Each line in the entries below that holds the word "speed" belongs in the answer.

______

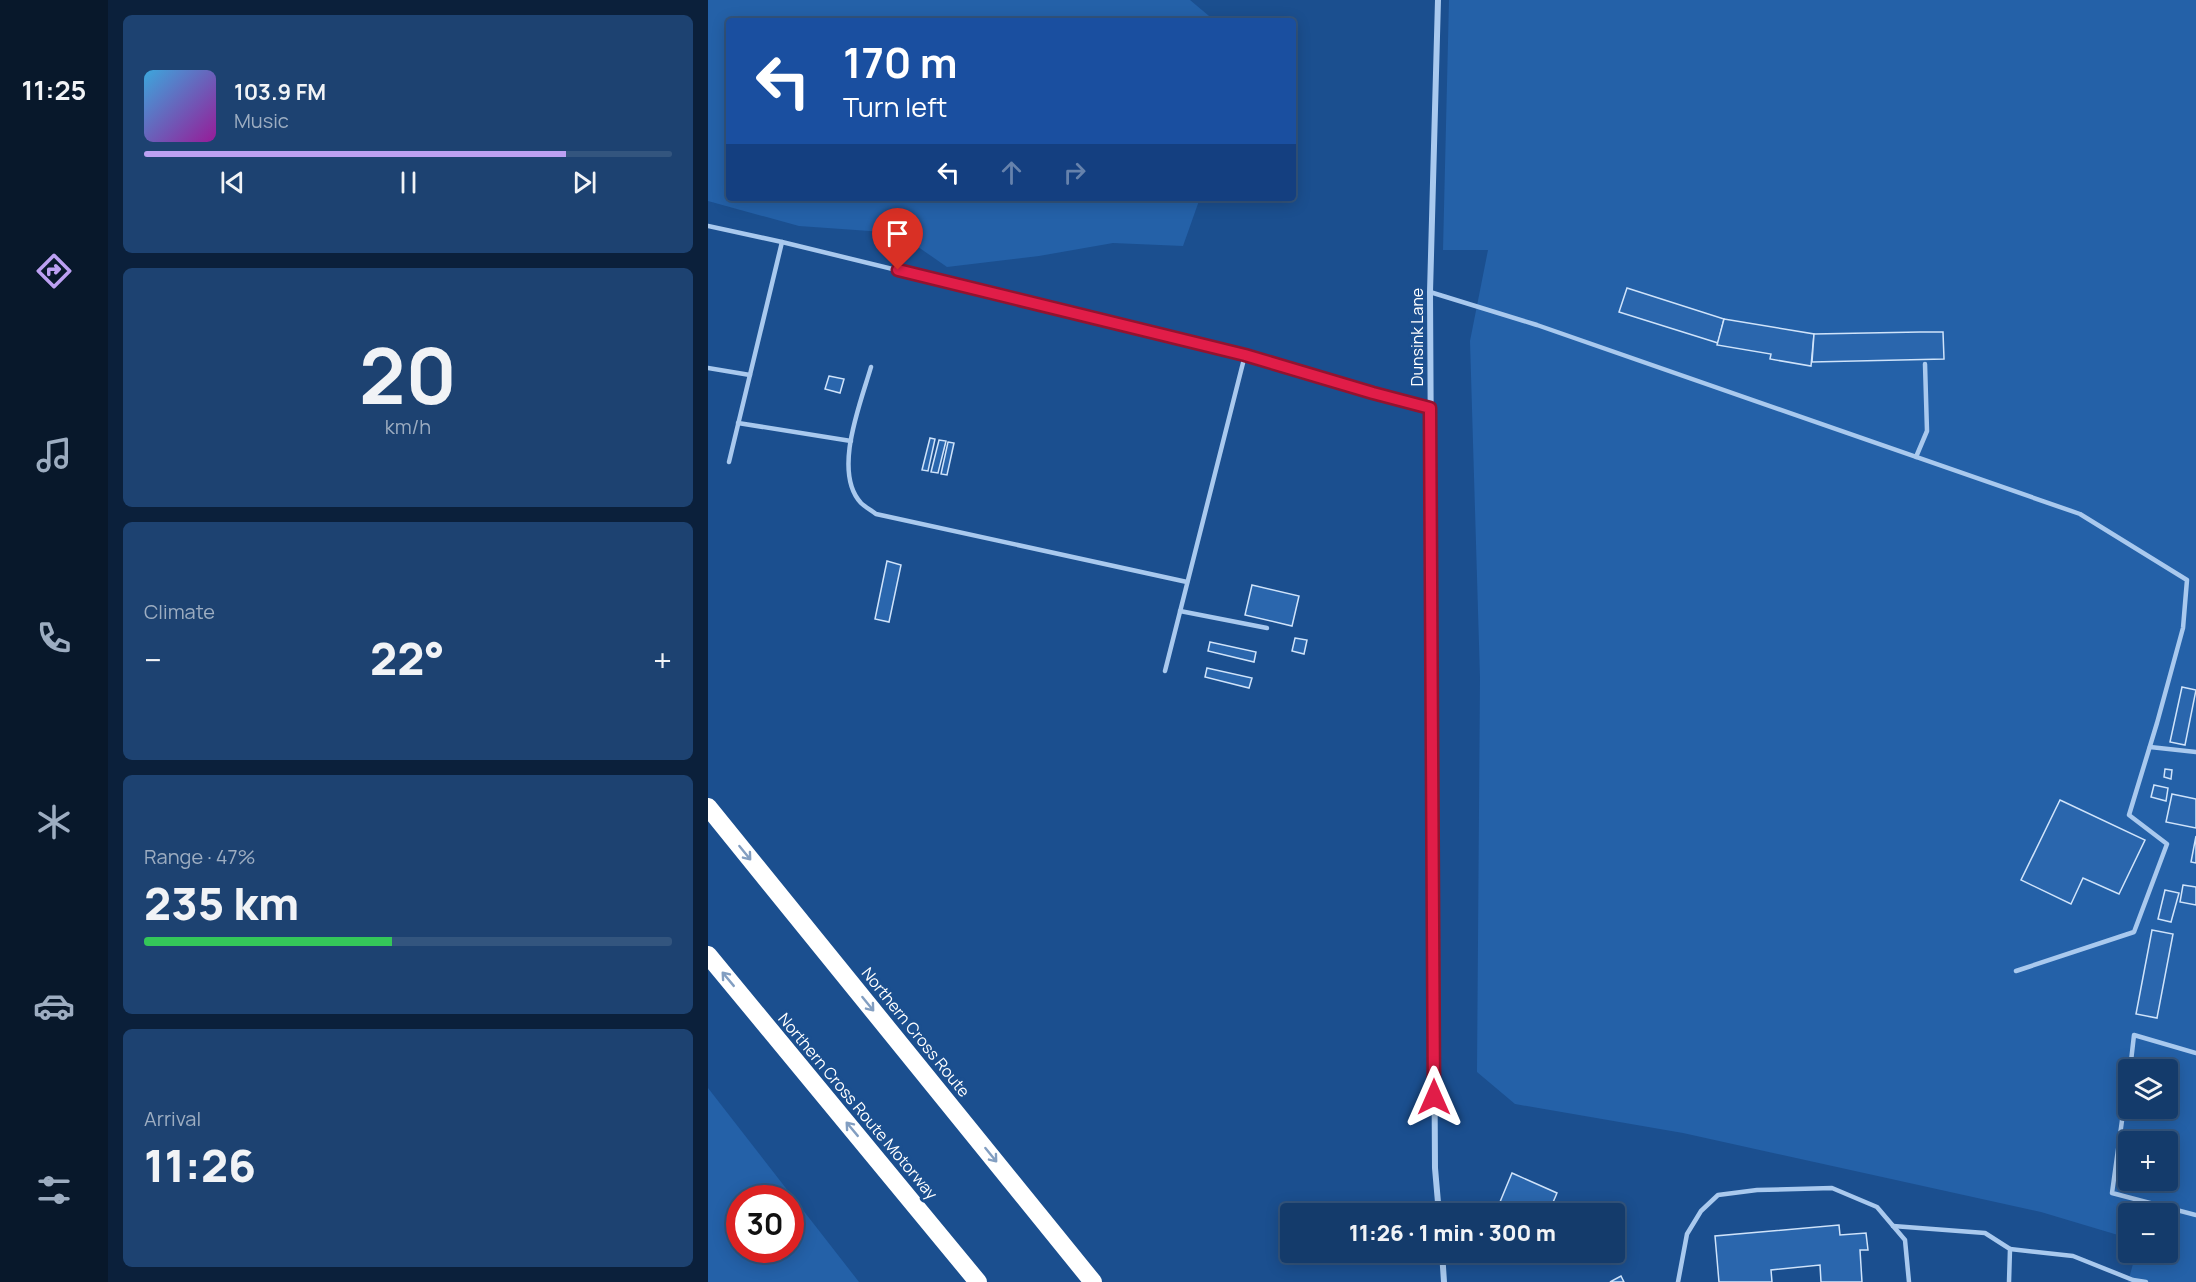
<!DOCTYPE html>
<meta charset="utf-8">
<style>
:root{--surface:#143b6b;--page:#1d4271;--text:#f1f3f6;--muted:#9dadc1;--line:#33557e;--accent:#bca0f2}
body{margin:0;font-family:Manrope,sans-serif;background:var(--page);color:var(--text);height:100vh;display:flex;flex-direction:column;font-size:22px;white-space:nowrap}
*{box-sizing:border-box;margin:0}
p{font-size:20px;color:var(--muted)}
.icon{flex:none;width:33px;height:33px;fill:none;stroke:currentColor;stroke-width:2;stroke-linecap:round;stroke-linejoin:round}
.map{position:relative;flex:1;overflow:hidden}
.sheet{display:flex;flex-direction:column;gap:15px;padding:15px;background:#0b203b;width:600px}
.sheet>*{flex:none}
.banner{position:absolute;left:18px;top:18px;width:570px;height:183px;border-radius:6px;box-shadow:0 3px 15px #0003,0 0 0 2px var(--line);background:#1a4fa0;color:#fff;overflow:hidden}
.tools{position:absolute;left:1410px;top:1059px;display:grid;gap:12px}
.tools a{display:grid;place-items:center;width:60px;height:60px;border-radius:6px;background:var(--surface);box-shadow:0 3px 15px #0003,0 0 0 2px var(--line);font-size:30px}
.speed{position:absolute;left:18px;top:1185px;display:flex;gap:12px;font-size:30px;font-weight:700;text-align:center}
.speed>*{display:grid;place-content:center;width:78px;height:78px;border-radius:50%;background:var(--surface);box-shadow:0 3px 15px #0003,0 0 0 2px var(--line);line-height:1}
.speed .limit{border:9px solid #d22;background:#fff;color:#111}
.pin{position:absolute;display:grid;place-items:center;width:51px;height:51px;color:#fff;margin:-62px -26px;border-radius:50% 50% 50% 0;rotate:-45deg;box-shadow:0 0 6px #0007}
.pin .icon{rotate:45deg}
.me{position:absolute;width:66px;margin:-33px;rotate:0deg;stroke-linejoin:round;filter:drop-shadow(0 0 4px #0008)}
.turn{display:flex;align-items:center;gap:21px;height:126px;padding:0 18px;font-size:27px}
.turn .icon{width:78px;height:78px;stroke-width:2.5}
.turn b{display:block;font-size:42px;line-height:51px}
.lanes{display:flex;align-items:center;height:57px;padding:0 18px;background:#0003;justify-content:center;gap:30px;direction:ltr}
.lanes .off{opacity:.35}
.big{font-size:45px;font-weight:800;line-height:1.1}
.sheet .widget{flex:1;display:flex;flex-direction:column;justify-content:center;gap:9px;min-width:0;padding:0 21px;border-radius:9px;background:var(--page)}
.sheet .dial{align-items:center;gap:0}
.dial b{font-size:78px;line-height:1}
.song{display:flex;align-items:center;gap:18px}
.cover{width:72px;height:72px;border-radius:9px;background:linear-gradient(135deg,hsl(200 70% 55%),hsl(300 70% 35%))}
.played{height:6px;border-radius:3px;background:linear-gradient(90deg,var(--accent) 80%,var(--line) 80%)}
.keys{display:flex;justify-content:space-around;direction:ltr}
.heat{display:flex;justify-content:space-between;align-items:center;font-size:33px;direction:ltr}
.charge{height:9px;border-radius:4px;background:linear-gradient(90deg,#34c759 47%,var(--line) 0)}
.trip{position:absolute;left:572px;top:1203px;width:345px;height:60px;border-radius:6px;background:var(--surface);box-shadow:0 3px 15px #0003,0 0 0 2px var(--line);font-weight:800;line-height:60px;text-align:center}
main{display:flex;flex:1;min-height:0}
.dock{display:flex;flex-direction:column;width:108px;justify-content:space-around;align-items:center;background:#08182b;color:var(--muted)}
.dock .icon{width:42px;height:42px}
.dock .selected{color:var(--accent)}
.dock b{font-size:27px;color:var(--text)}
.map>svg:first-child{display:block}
.green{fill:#2461a8;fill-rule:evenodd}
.building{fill:#2a66ad;stroke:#cfe3fa;stroke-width:1.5}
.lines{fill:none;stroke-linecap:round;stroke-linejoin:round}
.service{stroke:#a9c9ee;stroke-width:4.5}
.minor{stroke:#a9c9ee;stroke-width:6}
.motorway{stroke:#fff;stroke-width:18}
.oneway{stroke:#829ec1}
.route-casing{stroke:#92132f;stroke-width:15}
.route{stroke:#e11d48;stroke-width:10}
.labels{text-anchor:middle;stroke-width:6;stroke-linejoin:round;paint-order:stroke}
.street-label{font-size:16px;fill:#fff;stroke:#1b4f8f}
</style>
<main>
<nav class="dock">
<b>11:25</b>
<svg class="icon selected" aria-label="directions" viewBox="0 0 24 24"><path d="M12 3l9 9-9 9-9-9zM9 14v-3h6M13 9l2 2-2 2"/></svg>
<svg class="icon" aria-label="music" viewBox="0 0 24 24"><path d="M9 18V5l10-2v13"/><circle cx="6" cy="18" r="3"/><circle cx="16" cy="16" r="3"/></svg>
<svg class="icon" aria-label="phone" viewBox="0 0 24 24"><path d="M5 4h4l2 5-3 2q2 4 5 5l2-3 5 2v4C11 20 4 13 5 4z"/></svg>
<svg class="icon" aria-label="climate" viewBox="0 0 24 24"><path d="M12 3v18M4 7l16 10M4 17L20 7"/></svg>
<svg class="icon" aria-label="car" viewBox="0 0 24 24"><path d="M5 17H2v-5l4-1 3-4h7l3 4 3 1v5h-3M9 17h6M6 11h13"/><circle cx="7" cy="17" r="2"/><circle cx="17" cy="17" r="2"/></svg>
<svg class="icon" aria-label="filters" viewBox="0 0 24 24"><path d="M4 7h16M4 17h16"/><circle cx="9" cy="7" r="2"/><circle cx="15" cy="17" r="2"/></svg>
</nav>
<section class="sheet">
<div class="widget">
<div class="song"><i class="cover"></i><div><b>103.9 FM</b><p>Music</p></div></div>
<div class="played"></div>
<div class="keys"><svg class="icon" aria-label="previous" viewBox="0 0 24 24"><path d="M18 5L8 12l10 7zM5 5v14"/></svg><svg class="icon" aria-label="pause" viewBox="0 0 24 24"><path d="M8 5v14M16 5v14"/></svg><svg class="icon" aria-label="next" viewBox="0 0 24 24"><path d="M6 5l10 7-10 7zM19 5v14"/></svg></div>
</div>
<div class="widget dial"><b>20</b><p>km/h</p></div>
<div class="widget"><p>Climate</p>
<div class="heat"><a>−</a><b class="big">22°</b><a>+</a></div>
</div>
<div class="widget"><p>Range · 47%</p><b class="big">235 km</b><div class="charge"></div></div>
<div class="widget"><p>Arrival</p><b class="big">11:26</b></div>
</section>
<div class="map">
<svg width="1488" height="1282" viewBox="0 0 1488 1282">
<rect width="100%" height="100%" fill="#1b4f8f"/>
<g class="green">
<polygon points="0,0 482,0 507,21 21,21 21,198 492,198 475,246 405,243 331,256 239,267 190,233 91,226 0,201"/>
<path d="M741,0H1488V1282H1420L1428,1253L1460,1252V1214H1420V1238L1333,1212L975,1133L807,1104L769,1072L772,678L762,341L780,250H735ZM1420,1070H1460V1108H1420ZM1420,1142H1460V1180H1420Z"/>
<path d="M0,1088L151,1282H0ZM82,1198V1250H32V1198Z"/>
</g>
<g class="building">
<polygon points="919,288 1016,319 1010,343 911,312"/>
<polygon points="1016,319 1106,334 1103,366 1062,359 1063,354 1009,345"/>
<polygon points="1212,332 1235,332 1236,359 1104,362 1106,334"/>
<polygon points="121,376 136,379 132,393 117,389"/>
<polygon points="222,438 227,439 220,471 214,470"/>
<polygon points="231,440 238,441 230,473 223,472"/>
<polygon points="240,442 246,443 239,475 233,474"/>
<polygon points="179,561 193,565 181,622 167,619"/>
<polygon points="544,585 591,596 584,626 537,615"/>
<polygon points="587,638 599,640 596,654 584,651"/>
<polygon points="502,642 548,652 546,662 500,651"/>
<polygon points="499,668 544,678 541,688 497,677"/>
<polygon points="1474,687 1488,690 1477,745 1462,742"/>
<polygon points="1457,769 1464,770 1463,779 1456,777"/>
<polygon points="1446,785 1460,788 1458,801 1443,797"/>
<polygon points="1464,794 1488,799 1488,828 1458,822"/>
<polygon points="1352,800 1437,840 1411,894 1375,878 1363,904 1313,880"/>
<polygon points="1488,836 1488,863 1483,862"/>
<polygon points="1475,885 1488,887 1488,905 1472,902"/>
<polygon points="1457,890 1471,893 1463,922 1450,919"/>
<polygon points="1444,930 1465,934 1449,1018 1428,1014"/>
<polygon points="804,1173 849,1193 840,1214 787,1214"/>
<polygon points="1131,1225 1132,1235 1158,1233 1160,1250 1152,1250 1154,1282 1113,1282 1112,1265 1063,1270 1064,1282 1011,1282 1007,1236"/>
<polygon points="913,1276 916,1282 902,1282"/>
</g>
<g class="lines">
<g class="service">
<polyline points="0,226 74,242 537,355 665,393 722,408"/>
<polyline points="722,292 829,325 1372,514 1479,580 1475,628 1449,723 1421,815 1459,844 1426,932 1308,971"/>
<path d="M163,367C153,402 124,472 153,503C157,507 163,510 168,514L479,582"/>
<polyline points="0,368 42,375"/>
<polyline points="30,423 143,441"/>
<polyline points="1208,457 1219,431 1217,364"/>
<polyline points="21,462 74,242"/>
<polyline points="472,611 559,628"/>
<polyline points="457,671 537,355"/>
<polyline points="1442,747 1488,752"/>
<polyline points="1422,1070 1426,1035 1488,1053"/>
<polyline points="1420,1077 1404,1193 1488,1215"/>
<polyline points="1185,1226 1277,1233 1302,1249 1301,1282"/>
<polyline points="1302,1249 1365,1256 1425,1280 1438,1282"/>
<polyline points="970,1282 979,1234 993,1211 1010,1195 1049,1190 1124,1188 1169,1207 1197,1240 1201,1282"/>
</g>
<g class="minor">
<polyline points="730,0 722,292 727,1168 731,1214"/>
<polyline points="734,1252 736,1282"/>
</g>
<g class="motorway">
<polyline points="0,807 385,1282"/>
<polyline points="0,955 270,1282"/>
</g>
</g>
<defs><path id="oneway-shaft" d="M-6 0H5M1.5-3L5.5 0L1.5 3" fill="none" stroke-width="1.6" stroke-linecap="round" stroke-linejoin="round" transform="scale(1.5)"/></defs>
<g class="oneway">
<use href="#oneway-shaft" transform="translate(37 853) rotate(51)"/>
<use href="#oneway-shaft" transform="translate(20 979) rotate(-130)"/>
<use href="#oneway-shaft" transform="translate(160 1004) rotate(51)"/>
<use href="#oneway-shaft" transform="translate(144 1129) rotate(-130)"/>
<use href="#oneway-shaft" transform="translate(283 1155) rotate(51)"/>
</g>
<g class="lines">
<defs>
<polyline id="route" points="190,270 537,355 665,393 722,408 726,1097"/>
</defs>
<use href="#route" class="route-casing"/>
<use href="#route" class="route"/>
</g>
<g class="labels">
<g class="street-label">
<text transform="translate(709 337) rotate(-90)" y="6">Dunsink Lane</text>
<text transform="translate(208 1032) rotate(51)" y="6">Northern Cross Route</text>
<text transform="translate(150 1106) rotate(50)" y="6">Northern Cross Route Motorway</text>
</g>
</g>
</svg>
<div class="tools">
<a><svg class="icon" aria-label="layers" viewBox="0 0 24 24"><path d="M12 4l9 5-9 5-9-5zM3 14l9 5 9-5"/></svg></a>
<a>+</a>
<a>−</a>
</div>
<div class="speed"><div class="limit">30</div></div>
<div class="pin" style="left:190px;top:270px;background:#d93025"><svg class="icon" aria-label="arrive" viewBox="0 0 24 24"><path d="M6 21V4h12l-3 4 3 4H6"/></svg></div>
<svg class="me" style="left:726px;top:1097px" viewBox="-20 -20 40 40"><path d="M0-17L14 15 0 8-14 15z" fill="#e11d48" stroke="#fff" stroke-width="4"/></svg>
<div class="trip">11:26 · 1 min · 300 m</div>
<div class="banner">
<div class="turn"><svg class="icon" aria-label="left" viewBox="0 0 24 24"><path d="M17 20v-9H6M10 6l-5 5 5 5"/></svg><div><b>170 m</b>Turn left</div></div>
<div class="lanes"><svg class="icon" aria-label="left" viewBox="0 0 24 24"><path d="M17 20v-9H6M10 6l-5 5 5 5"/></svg><svg class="icon off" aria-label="ahead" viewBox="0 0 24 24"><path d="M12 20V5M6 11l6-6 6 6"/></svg><svg class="icon off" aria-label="right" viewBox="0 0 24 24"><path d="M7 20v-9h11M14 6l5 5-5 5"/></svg></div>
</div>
</div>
</main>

______

*OUTPUT FOR THIS TASK:*
.speed{position:absolute;left:18px;top:1185px;display:flex;gap:12px;font-size:30px;font-weight:700;text-align:center}
.speed>*{display:grid;place-content:center;width:78px;height:78px;border-radius:50%;background:var(--surface);box-shadow:0 3px 15px #0003,0 0 0 2px var(--line);line-height:1}
.speed .limit{border:9px solid #d22;background:#fff;color:#111}
<div class="speed"><div class="limit">30</div></div>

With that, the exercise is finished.